AL DÍA spoke to fans before and after the show to gauge fan expectations, and responses varied.
Two festival attendees traveled from Brooklyn, New York, early in the day to see the show.
“I’ve been to Philly for Made in America like four years ago, and Bad Bunny was coming so, definitely had to be here,” they said.
When asked about the setlist, both Brooklynites hyped up Un Verano Sin Ti, Bad Bunny’s Summer album, now a ubiquitous playlist for tropicana reggaetón. A Summer solstice on the beach to marvel at heart break.
The New York tourists were also hopeful for a “Tití me preguntó” performance, a song he recently performed at MTV’s 2022 Video Music Awards prior to accepting a landmark award for Artist of the Year.
As evening performances settled, crowds swarmed MIA’s Rocky Stage while American rapper Don Toliver wrapped up his own gig, pumping up the audience for Bad Bunny’s long awaited appearance, the last in a fierce lineup of notable rappers.
Among the throng, three girls cloaked in Puerto Rican flags settled into a space fit for three snuggled between groups who settled into the west side of the stage. Siani, Melanie and Krystal are North Philly natives.
When asked if they were a part of North Philly’s historic Puerto Rican community, they answered in unison: “Yes!”

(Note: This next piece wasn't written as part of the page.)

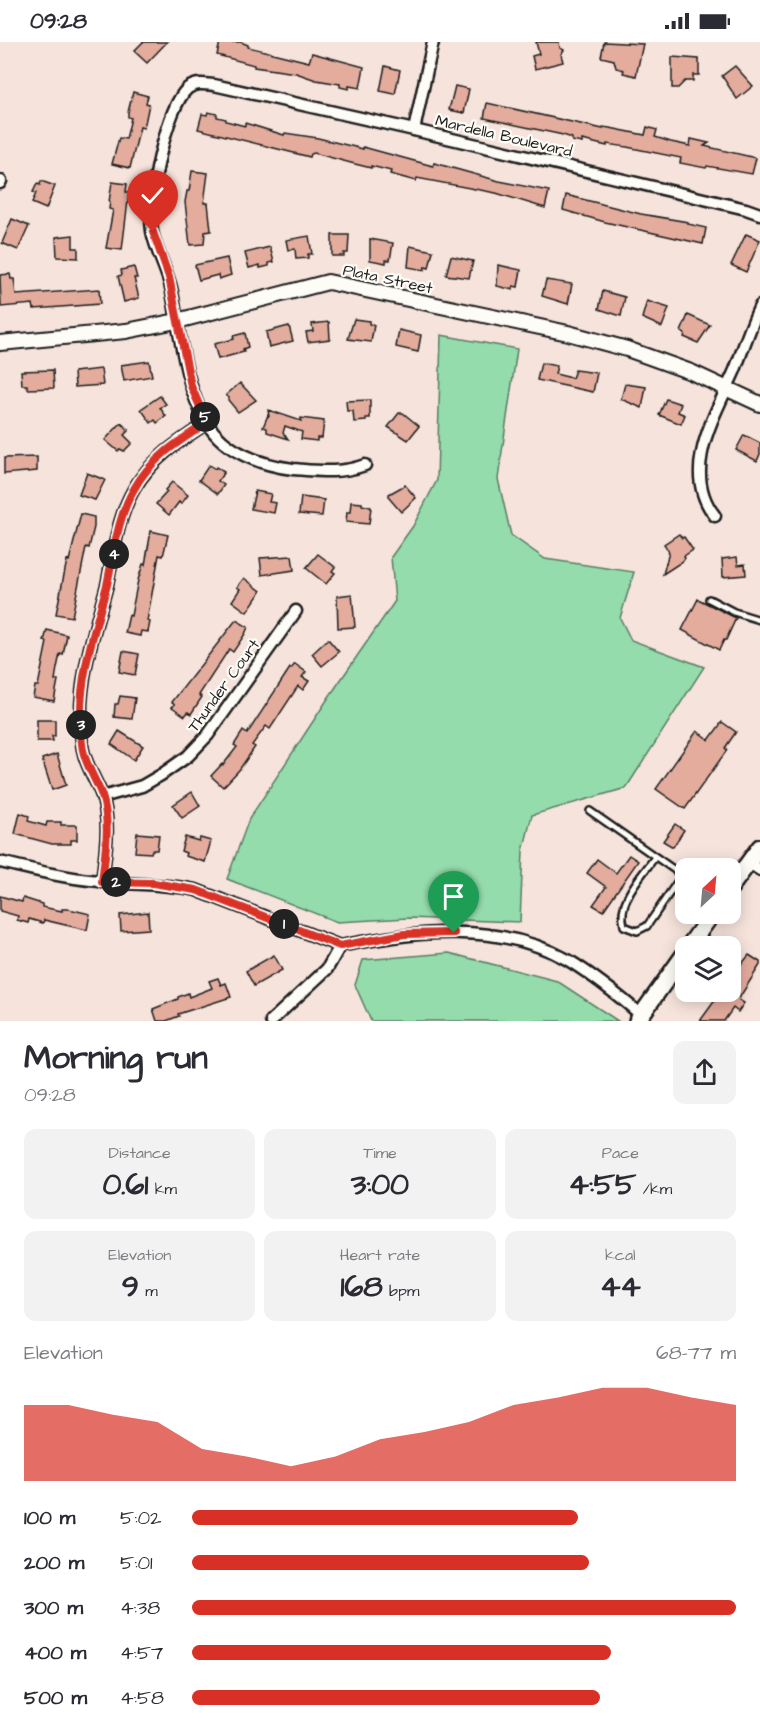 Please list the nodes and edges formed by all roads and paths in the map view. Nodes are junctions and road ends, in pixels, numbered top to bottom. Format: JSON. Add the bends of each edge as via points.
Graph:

One of them told AL DÍA she traveled from Florida to see the performance, even though she had just been in a March performance in a previous tour.
“He’s like an icon for the Puerto Rican community, so it means a lot,” the festival goer said.
They expected a mix of his repertoire, with one calling for a medley. Turns out, Bad Bunny was listening, given his 22+ song setlist spanning his entire career.
“¡Benito, Benito, Benito!” the crowd chanted as the hour drew closer. Other fans came from Washington on a day trip, and said they would never miss a chance to see San Benito onstage, singing modern day anthems.
When the clock struck 9:45 p.m., a silhouette enveloped in shadows could be seen on the stage, marauding for a spot. It didn’t take long for the audience to realize before a roar echoed through the Parkway as people realized he had been there the entire time.
Soon after, “Moscow Mule” trumpeted through the amps while Bad Bunny manifested the first verse: Si yo no te escribo, tú no me escribes. The song continued while a warm, orange light hugged the performer, the stage engulfed in smoke. A trip to the beach to marvel at heart break.
Following the concert, concert goers were tired, voiceless but glowing.
“That was incredible. It’s everything I wanted from the set,” one said before running to her beckoning group of friends.
“The medley build up was insane. I thought [it would] just be the new songs but the medley was lit,” another said.
Bad Bunny’s short stint in Philly was anything but. As expected, he leaves a ringing, arresting effect.
Philadelphia sleeps content tonight.